Rather, ITA is trying to focus its IT resources differently, said Joe Paiva, the chief information officer for the International Trade Administration in the Commerce Department.
“We have these bundles of services that we are going to contract with. The first one is what I call core infrastructure-as-a-service. Today if you look at the way you get devices in most government agencies, you order the device, you get the device, someone in the agency configures it, maybe a contractor, maybe government, it doesn’t matter, and then they give it to you,” he said. “The model we are contracting out for is I’m providing the major carriers a list of our 200 offices, the number of people and the number and types of devices at each place. You have a certain number of smart phones, a certain number of tablets and a certain number of Windows-based tablets — and that’s all the devices we have. I’m going to these carriers and say, ‘look there is no more ITA network, and I don’t care if you get bandwidth to these people by smoke signals, mirrors and people standing on roof tops, your job is to make sure each of these people have sufficient bandwidth.’ Now instead of getting devices from me, they will go to a single service portal that we get from a cloud provider, ServiceNow, they will say they need a tablet and a smartphone, their supervisor will approve it and the carrier will drop ship that device directly to their location, completely configured and ready to go.”
Paiva said his office isn’t involved in that exercise at all.
“We are getting out of the network business entirely and out of the end user device business entirely,” he said. “The amount of increase in security, the decrease in cost and the better user experience and service we will get out of that will be amazing.”
Paiva said his experience at the Defense Department, where he spent seven years working in senior level positions focusing on network infrastructure, has given him the roadmap for ITA.
He said ITA’s size lets him put that idea into practice.
A second technology area ITA is giving up control over is print management.
Paiva said ITA is setting up a separate network just for printers that will be completely public and have no attachment to the government. He said it’s part of the carrier contract.
“One of the big companies will put printers in each of our offices,” he said. “Our people when they print, whether it’s from an iPad or Windows tablet, they hit print and it goes to a print cue. They will go to a printer anywhere in the ITA — someday maybe anywhere in Commerce — swipe their proximity card and get their print job. I’m not buying the printer. I’m not maintaining the printer. I’m not leasing it. I’m not paying for a management contract. I pay a very small amount of dollars per month, per user, and so many cents per page, and that’s it.”
The third piece to getting out of the IT business is to take full advantage of Microsoft Office 365.
Paiva said ITA hasn’t been using all the capabilities of the software, such as teleconferencing or SharePoint that currently is hosted on an outside network.
“One of the first things I did is say ‘wait, stop, we paid Microsoft for all that. We’re done, so come back and tell me how quick you are going to shut down our SharePoint servers and get that stuff on Office 365,” he said. “We pay a lot of money just to have people babysit video teleconferencing systems. Office 365 includes that and we have been paying for that for a year-and-a-half. We are going to go out and get the USB microphones that people need and they will use Office 365 for those types of collaboration and the government will not have anything to do with it.”
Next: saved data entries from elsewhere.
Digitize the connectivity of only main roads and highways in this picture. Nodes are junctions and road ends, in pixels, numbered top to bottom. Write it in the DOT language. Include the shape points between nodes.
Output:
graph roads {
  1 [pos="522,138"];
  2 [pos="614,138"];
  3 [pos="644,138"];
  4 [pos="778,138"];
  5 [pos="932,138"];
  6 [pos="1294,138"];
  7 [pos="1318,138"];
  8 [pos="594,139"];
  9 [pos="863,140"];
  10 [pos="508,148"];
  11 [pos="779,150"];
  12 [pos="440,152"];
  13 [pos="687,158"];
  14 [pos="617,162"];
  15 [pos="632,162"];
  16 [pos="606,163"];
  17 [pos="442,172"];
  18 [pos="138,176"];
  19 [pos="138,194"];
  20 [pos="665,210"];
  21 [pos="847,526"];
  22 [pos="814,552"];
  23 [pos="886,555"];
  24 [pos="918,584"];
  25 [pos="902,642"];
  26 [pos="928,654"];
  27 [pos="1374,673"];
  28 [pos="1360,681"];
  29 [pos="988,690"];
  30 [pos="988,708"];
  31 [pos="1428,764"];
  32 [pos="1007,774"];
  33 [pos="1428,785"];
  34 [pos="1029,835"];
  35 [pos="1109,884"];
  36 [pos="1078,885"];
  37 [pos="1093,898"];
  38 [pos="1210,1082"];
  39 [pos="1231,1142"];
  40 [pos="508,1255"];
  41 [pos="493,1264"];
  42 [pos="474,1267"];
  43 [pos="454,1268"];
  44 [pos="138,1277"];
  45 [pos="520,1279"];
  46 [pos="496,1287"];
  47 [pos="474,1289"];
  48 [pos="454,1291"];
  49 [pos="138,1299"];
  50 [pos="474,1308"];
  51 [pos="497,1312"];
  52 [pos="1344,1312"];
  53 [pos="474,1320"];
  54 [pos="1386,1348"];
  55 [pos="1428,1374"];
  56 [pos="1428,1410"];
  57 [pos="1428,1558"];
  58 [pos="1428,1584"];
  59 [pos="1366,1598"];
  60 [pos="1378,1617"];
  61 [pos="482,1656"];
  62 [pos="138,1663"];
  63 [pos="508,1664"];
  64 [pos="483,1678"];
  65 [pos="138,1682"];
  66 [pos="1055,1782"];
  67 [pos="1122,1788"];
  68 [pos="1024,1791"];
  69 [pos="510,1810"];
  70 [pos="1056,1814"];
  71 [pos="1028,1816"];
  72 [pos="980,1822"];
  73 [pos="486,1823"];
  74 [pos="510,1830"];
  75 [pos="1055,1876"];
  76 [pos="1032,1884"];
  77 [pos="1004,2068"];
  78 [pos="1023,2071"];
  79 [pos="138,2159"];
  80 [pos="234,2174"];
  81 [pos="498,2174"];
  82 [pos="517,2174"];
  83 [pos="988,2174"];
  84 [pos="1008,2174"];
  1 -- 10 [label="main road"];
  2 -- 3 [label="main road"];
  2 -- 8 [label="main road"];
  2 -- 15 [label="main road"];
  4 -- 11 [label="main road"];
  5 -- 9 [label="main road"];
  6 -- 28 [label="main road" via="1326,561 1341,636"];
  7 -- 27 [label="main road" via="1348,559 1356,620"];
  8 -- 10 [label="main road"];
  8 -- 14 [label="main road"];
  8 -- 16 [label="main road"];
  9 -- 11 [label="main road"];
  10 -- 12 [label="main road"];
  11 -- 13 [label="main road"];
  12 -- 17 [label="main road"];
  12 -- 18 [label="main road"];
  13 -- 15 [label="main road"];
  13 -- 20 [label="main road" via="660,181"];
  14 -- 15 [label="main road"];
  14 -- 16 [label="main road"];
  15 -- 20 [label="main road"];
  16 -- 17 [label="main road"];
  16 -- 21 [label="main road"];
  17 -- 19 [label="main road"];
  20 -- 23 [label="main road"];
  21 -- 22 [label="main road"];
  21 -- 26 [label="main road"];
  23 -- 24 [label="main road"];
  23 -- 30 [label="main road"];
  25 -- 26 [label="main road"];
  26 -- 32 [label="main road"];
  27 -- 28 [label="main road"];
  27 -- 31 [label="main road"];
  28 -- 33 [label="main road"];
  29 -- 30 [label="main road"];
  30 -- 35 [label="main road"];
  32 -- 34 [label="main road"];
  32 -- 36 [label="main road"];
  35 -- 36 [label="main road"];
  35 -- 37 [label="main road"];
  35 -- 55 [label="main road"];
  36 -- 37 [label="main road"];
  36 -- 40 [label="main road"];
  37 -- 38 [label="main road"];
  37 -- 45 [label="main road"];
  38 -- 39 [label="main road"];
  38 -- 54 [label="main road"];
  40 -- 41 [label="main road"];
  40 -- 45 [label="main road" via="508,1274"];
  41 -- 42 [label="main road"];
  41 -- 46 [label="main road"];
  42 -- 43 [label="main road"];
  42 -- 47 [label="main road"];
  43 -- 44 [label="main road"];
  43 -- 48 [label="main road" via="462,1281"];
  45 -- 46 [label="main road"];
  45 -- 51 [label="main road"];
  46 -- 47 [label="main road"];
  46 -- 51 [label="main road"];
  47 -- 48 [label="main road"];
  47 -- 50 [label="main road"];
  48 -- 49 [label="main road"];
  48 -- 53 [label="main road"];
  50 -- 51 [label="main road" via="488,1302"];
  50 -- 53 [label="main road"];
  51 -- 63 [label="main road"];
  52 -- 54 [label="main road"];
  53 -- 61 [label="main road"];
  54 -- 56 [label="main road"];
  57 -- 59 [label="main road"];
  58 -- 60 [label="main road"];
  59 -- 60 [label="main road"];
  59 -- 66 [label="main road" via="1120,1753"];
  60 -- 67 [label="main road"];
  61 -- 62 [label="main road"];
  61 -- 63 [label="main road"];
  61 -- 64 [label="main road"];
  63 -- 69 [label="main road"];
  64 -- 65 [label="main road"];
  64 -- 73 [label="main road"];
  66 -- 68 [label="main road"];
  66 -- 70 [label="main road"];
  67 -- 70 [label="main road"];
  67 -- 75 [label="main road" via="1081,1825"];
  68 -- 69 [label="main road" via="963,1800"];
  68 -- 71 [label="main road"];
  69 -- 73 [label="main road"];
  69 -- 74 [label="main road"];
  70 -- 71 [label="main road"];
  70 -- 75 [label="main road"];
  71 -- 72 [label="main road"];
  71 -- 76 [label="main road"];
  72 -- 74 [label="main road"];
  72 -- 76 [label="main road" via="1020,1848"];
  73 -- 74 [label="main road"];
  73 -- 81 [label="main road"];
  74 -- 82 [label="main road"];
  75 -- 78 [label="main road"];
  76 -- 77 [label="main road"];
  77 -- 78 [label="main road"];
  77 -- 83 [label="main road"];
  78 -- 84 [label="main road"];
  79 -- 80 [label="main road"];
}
Paiva said there are several other opportunities on the infrastructure side that needs to be transferred to a provider.
He said ITA’s acquisition strategy isn’t set yet, but he would like to see an request for information coming out and eventually a solicitation. He said the RFI would come out later in the next two months.
“For me, what it comes down to, it doesn’t pass the reasonable person test to believe any federal organization can do networks as good as Verizon, AT&T, Sprint or T-Mobile, can do data centers as good as Amazon, Salesforce, Microsoft or Google, to do email as good as Microsoft or Google. That’s insane. It doesn’t even make sense at any level,” he said. “We just have to be open to using those industry services and that’s where we plan to go.”